Accidents and incidents
On November 27, 1998, King County Metro driver Mark McLaughlin, the driver of a southbound route 359 Express articulated bus, was shot and killed by a passenger, Silas Cool, while driving across the bridge. Cool then shot himself as the bus veered across two lanes of traffic and plunged off the bridge's eastern side onto the roof of an apartment building below. Herman Liebelt, a passenger on the bus, later died of injuries he sustained in the crash. According to estimates from WSDOT, repairs to the bridge cost over $18,000. Medical claims from the victims against King County amounted to $2.3 million.
A service for McLaughlin was held on December 8, 1998, at KeyArena in Seattle. Numerous state and county officials and over 100 transit drivers attended the service, which included a procession of over eighty Metro buses and vans. Metro retired the number 359 as a route designation and replaced it with route 358 in February 1999, as part of a restructure of service on Aurora Avenue. On February 15, 2014, Route 358 itself was retired, and replaced with the RapidRide E Line.

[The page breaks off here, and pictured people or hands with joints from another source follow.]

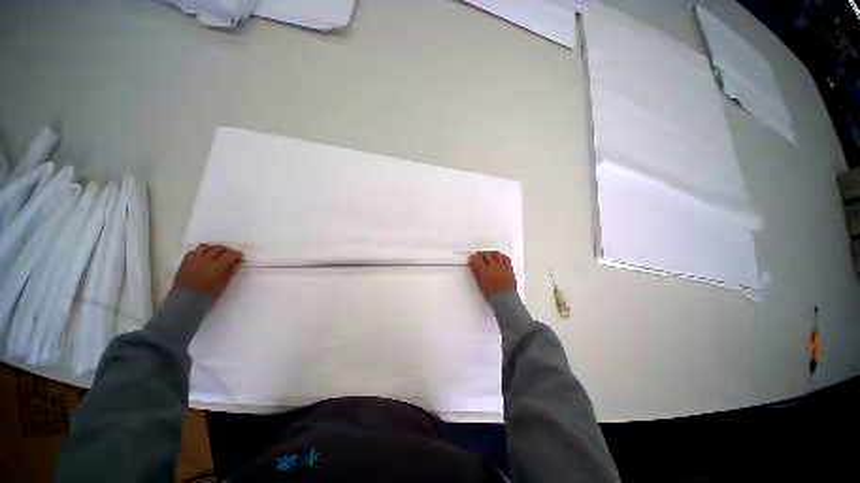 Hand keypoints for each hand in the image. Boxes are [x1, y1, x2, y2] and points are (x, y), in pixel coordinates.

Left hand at [171, 244, 243, 300]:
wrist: (186, 302)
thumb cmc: (208, 295)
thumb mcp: (224, 283)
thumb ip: (232, 270)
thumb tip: (240, 260)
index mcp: (217, 266)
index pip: (230, 254)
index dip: (237, 253)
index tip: (240, 256)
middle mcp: (205, 260)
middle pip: (218, 248)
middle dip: (226, 250)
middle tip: (229, 255)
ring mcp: (193, 260)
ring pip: (204, 246)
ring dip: (212, 248)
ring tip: (215, 253)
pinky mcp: (184, 263)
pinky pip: (192, 252)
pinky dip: (199, 252)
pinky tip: (202, 257)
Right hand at [468, 251, 516, 298]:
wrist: (505, 300)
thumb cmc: (492, 295)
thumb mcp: (480, 284)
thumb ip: (475, 273)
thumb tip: (472, 265)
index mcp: (485, 271)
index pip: (477, 259)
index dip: (473, 258)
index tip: (472, 258)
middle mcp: (494, 267)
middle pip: (486, 254)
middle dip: (481, 254)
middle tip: (478, 256)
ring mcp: (503, 267)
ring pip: (496, 254)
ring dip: (491, 253)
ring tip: (488, 255)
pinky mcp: (509, 269)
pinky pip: (506, 258)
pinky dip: (501, 256)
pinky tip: (499, 258) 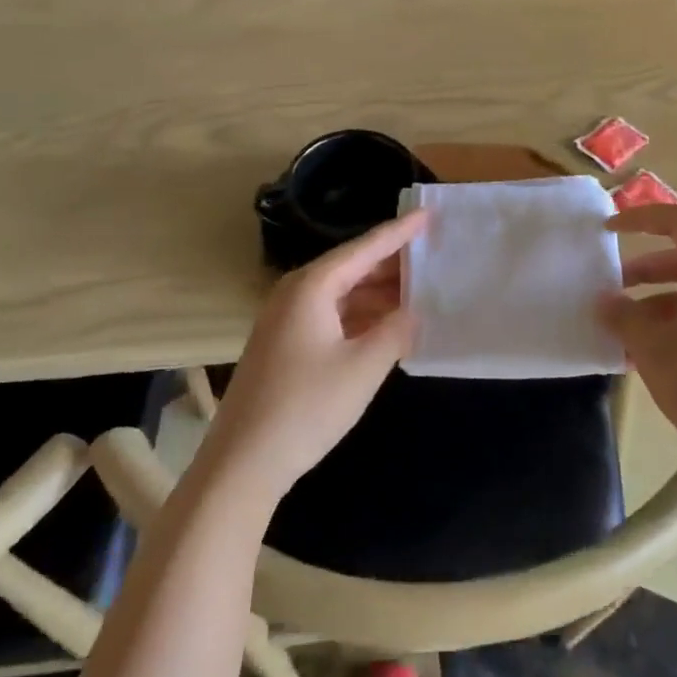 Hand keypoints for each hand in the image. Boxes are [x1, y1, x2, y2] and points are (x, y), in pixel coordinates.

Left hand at [203, 210, 427, 503]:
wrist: (243, 463)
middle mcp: (296, 293)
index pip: (364, 248)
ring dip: (379, 292)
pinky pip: (332, 315)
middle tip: (434, 256)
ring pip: (343, 293)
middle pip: (352, 266)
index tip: (429, 214)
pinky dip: (362, 315)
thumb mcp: (363, 368)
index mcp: (312, 287)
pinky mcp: (286, 345)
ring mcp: (287, 319)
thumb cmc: (306, 408)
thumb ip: (396, 331)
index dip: (399, 232)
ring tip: (421, 289)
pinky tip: (389, 325)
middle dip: (393, 263)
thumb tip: (415, 311)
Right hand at [598, 205, 676, 480]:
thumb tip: (602, 301)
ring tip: (618, 332)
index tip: (608, 230)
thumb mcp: (654, 349)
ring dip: (650, 305)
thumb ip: (623, 317)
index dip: (642, 217)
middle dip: (641, 271)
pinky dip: (666, 329)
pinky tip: (640, 360)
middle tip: (608, 289) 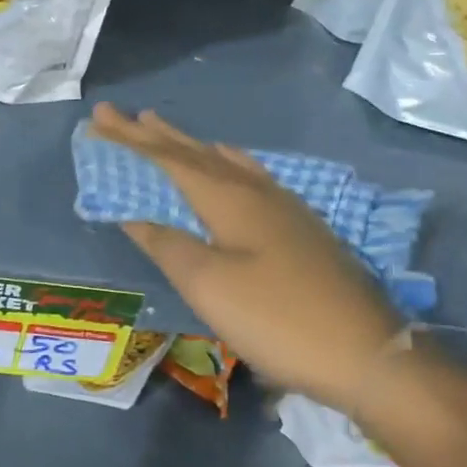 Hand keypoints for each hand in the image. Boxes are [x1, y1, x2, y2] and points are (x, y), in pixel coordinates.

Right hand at [91, 103, 403, 412]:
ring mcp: (283, 206)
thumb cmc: (278, 319)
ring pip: (223, 161)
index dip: (130, 140)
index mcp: (229, 198)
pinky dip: (224, 161)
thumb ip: (168, 244)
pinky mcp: (298, 226)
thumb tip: (135, 212)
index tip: (99, 118)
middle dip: (153, 135)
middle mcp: (255, 190)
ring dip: (188, 145)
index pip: (168, 159)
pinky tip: (229, 163)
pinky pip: (247, 174)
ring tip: (162, 128)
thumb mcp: (210, 285)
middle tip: (119, 115)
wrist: (366, 352)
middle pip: (195, 153) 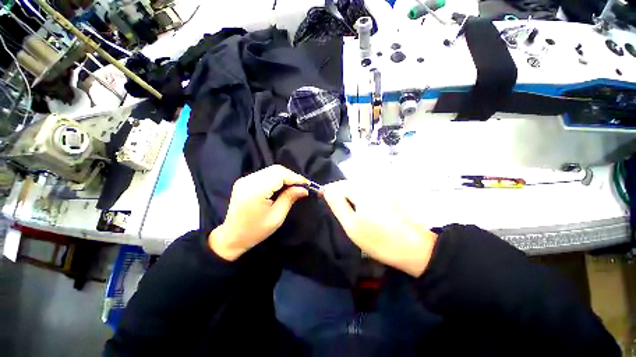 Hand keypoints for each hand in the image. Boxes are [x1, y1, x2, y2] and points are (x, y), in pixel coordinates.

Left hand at [209, 165, 308, 260]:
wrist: (232, 237)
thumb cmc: (255, 231)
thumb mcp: (276, 217)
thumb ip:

On September 24, 2015, five people were killed and fifty were injured when an amphibious "duck tour" vehicle crashed into a charter bus on the bridge in a collision that also involved two smaller vehicles. According to a representative from the Chinese consulate, all of the students were foreign-born. The students all attended North Seattle College, and were on their way to Safeco Field for new student orientation. One witness reported that it appeared as though the duck boat veered into the oncoming bus, after crossing the center line. Some blame for the collision was placed on the narrowness of the 57-foot-wide (17 m) bridge deck, which has 9.5-foot-wide (2.9 m) lanes, and the lack of a median barrier to separate the two directions of traffic. There have also been some calls to reduce the number of lanes from six narrow lanes to four wider lanes, although early reports indicated that a mechanical failure of the duck tour vehicles' front axle may have also been a major factor in the crash.
The bridge's height and pedestrian access make it a popular location for suicide jumpers. Since construction, there have been over 230 suicides from the bridge, with nearly 50 deaths occurring in the decade 1995–2005. The first suicide occurred on January 20, 1932, when a shoe salesman leapt from the bridge before it was completed.
Numerous reports have been written about the high incidence of suicide on the bridge, many of them using the bridge as a case study in fields ranging from suicide prevention to the effects of prehospital care on trauma victims. Despite the force of impact, jumpers occasionally survive the fall from the bridge, though not without sustaining serious injuries.
News sources have referred to the George Washington Memorial Bridge as a suicide bridge. In December 2006, six emergency phones and 18 signs were installed on the bridge to encourage people to seek help instead of jumping. Around that time, a group of community activists and political leaders living near the bridge created the Fremont Individuals and Employees Nonprofit to Decrease Suicides (FRIENDS), their primary focus being the installation of a suicide barrier on the bridge.
In 2007, Washington Governor Christine Gregoire allocated $1.4 million in her supplemental budget for the construction of an 8-foot-high (2.4 m) suicide-prevention fence to help reduce the number of suicides on the bridge. Construction of the fence began in spring 2010 and was completed in February 2011, at a total cost of $4.8 million.